Protein kinases are crucial for signal transduction by catalyzing phosphorylation. Dysregulation is linked to diseases like cancer, autoimmune disorders, and Alzheimer's, making them key drug targets. High interest in this protein family has yielded large amounts of available structure and ligand data. Fragment-based drug design has shown promise in developing kinase inhibitors, but often ignores kinase-specific knowledge. The KinFragLib library addresses this by fragmenting co-crystallized kinase ligands based on functionally relevant subpockets, resulting in a library of 7486 fragments from 2553 kinase-ligand complexes. Despite the extensive chemical space spanned by this library, enumerating all possible recombinations is computationally infeasible.
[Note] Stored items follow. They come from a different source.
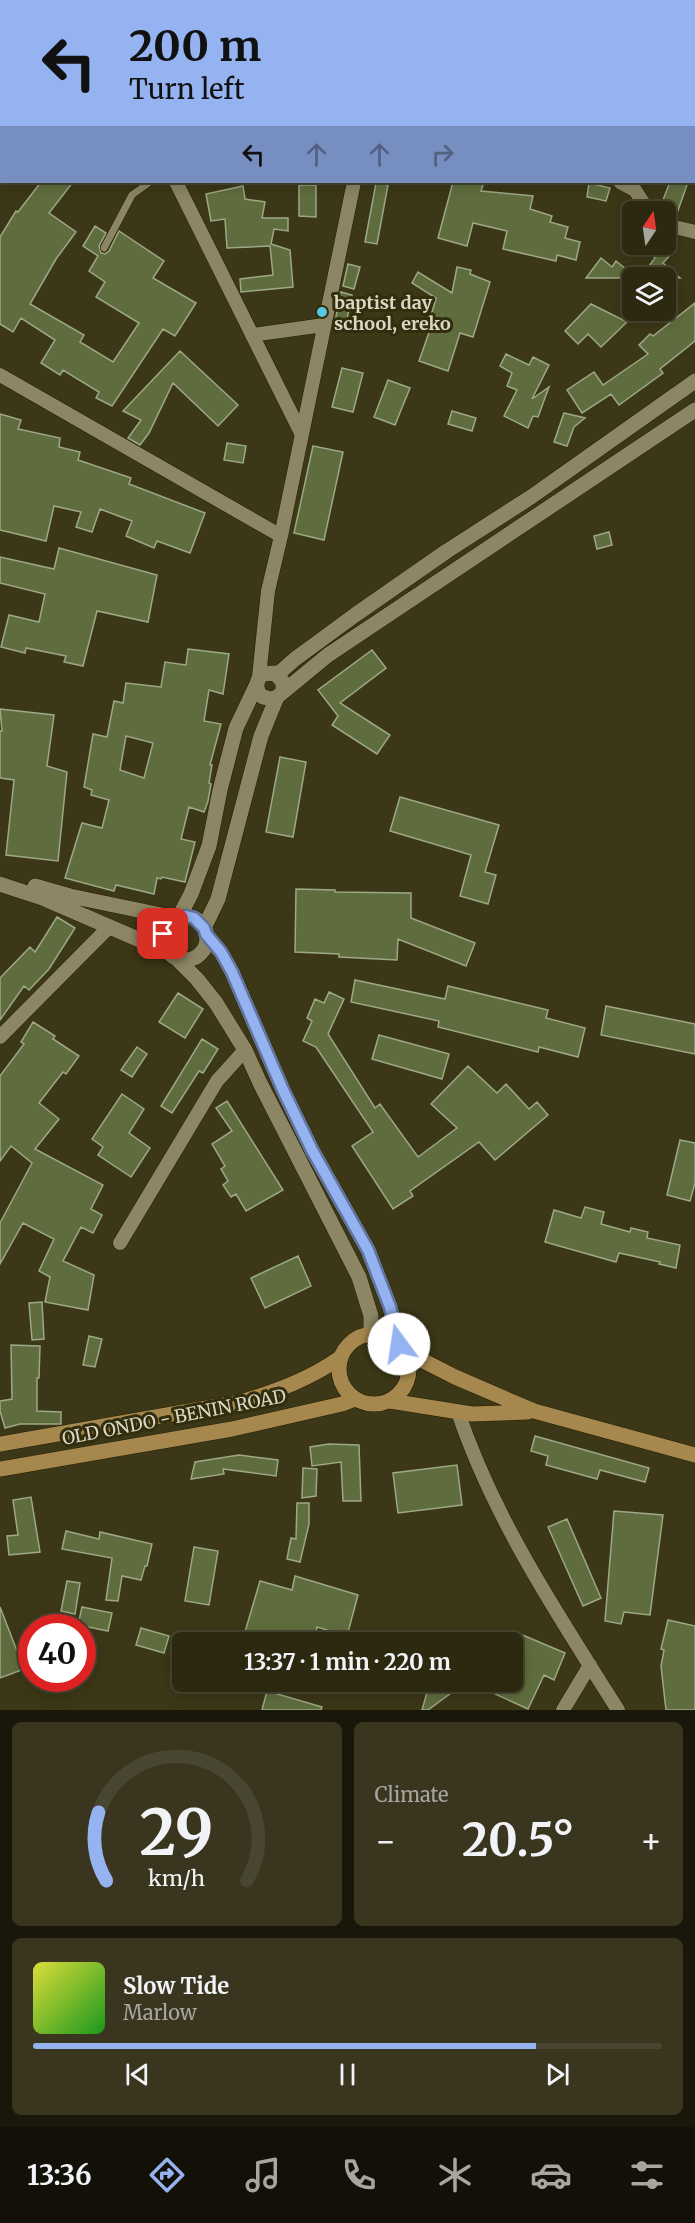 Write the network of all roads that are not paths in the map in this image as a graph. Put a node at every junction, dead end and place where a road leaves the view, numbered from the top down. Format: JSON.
{"nodes":[{"id":1,"x":149,"y":183,"type":"edge"},
{"id":2,"x":176,"y":183,"type":"edge"},
{"id":3,"x":354,"y":183,"type":"edge"},
{"id":4,"x":622,"y":183,"type":"edge"},
{"id":5,"x":642,"y":201,"type":"edge"},
{"id":6,"x":676,"y":227,"type":"edge"},
{"id":7,"x":695,"y":232,"type":"edge"},
{"id":8,"x":104,"y":248,"type":"dead end"},
{"id":9,"x":324,"y":325,"type":"junction"},
{"id":10,"x":252,"y":335,"type":"junction"},
{"id":11,"x":0,"y":375,"type":"edge"},
{"id":12,"x":695,"y":381,"type":"edge"},
{"id":13,"x":695,"y":410,"type":"edge"},
{"id":14,"x":301,"y":433,"type":"junction"},
{"id":15,"x":281,"y":536,"type":"junction"},
{"id":16,"x":278,"y":674,"type":"junction"},
{"id":17,"x":258,"y":682,"type":"junction"},
{"id":18,"x":280,"y":694,"type":"junction"},
{"id":19,"x":0,"y":876,"type":"edge"},
{"id":20,"x":0,"y":884,"type":"edge"},
{"id":21,"x":177,"y":918,"type":"junction"},
{"id":22,"x":109,"y":927,"type":"junction"},
{"id":23,"x":205,"y":931,"type":"junction"},
{"id":24,"x":172,"y":955,"type":"junction"},
{"id":25,"x":0,"y":1037,"type":"edge"},
{"id":26,"x":245,"y":1050,"type":"junction"},
{"id":27,"x":120,"y":1243,"type":"dead end"},
{"id":28,"x":371,"y":1334,"type":"junction"},
{"id":29,"x":401,"y":1348,"type":"junction"},
{"id":30,"x":340,"y":1357,"type":"junction"},
{"id":31,"x":355,"y":1399,"type":"junction"},
{"id":32,"x":390,"y":1401,"type":"junction"},
{"id":33,"x":458,"y":1412,"type":"junction"},
{"id":34,"x":534,"y":1412,"type":"junction"},
{"id":35,"x":0,"y":1444,"type":"edge"},
{"id":36,"x":695,"y":1455,"type":"edge"},
{"id":37,"x":0,"y":1469,"type":"edge"},
{"id":38,"x":590,"y":1665,"type":"junction"},
{"id":39,"x":563,"y":1710,"type":"edge"},
{"id":40,"x":618,"y":1710,"type":"edge"}],
"edges":[{"from":1,"to":8,"type":"lane"},
{"from":2,"to":10,"type":"street"},
{"from":3,"to":9,"type":"street"},
{"from":4,"to":5,"type":"street"},
{"from":6,"to":7,"type":"street"},
{"from":9,"to":10,"type":"street"},
{"from":9,"to":14,"type":"street"},
{"from":10,"to":14,"type":"street"},
{"from":11,"to":15,"type":"street"},
{"from":12,"to":16,"type":"street"},
{"from":13,"to":18,"type":"street"},
{"from":14,"to":15,"type":"street"},
{"from":15,"to":17,"type":"street"},
{"from":16,"to":17,"type":"street"},
{"from":16,"to":18,"type":"street"},
{"from":17,"to":18,"type":"street"},
{"from":17,"to":21,"type":"street"},
{"from":18,"to":23,"type":"street"},
{"from":19,"to":21,"type":"street"},
{"from":20,"to":22,"type":"street"},
{"from":21,"to":23,"type":"street"},
{"from":21,"to":24,"type":"street"},
{"from":22,"to":24,"type":"street"},
{"from":22,"to":25,"type":"street"},
{"from":23,"to":24,"type":"street"},
{"from":23,"to":29,"type":"street"},
{"from":24,"to":26,"type":"street"},
{"from":26,"to":27,"type":"street"},
{"from":26,"to":28,"type":"street"},
{"from":28,"to":29,"type":"main road","name":"OLD ONDO - BENIN ROAD"},
{"from":28,"to":30,"type":"main road","name":"OLD ONDO - BENIN ROAD"},
{"from":29,"to":32,"type":"main road"},
{"from":29,"to":34,"type":"main road","name":"OLD ONDO - BENIN ROAD"},
{"from":30,"to":31,"type":"main road"},
{"from":30,"to":35,"type":"main road","name":"OLD ONDO - BENIN ROAD"},
{"from":31,"to":32,"type":"main road","name":"OLD ONDO - BENIN ROAD"},
{"from":31,"to":37,"type":"main road","name":"OLD ONDO - BENIN ROAD"},
{"from":32,"to":33,"type":"main road","name":"OLD ONDO - BENIN ROAD"},
{"from":33,"to":34,"type":"main road","name":"OLD ONDO - BENIN ROAD"},
{"from":33,"to":38,"type":"street"},
{"from":34,"to":36,"type":"main road","name":"OLD ONDO - BENIN ROAD"},
{"from":38,"to":39,"type":"street"},
{"from":38,"to":40,"type":"street"}]}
To tackle this, we developed an automated Python pipeline that orchestrates fragment growing within the binding site of any protein kinase of interest, employing SeeSAR's docking engine. A guided template docking search, informed by subpocket-specific information, reduces the combinatorial space, ensuring efficient ligand generation. In a case study, we applied our subpocket-based docking approach on a PKA kinase, generating 33,758 compounds. 1154 of these compounds were considered drug-like according to the Rule of Five and have HYDE affinity scores in the nM range. When compared to the space covered by ChEMBL33, these compounds exhibit novel chemical matter of more than 99.1% considering a similarity cut-off greater or equal 0.9. After further filtering steps, eleven molecules were selected for synthesis, seven of which were slightly modified to simplify synthesis. Similar variants of some proposed molecules were added, resulting in fifteen molecules that were ultimately synthesized and tested. Seven molecules reduced kinase activity by more than 50% at an inhibitor concentration of 100 μM. Remarkably, six of them showed promising activity even at 10 μM inhibitor concentration, with residual protein activity below 25%.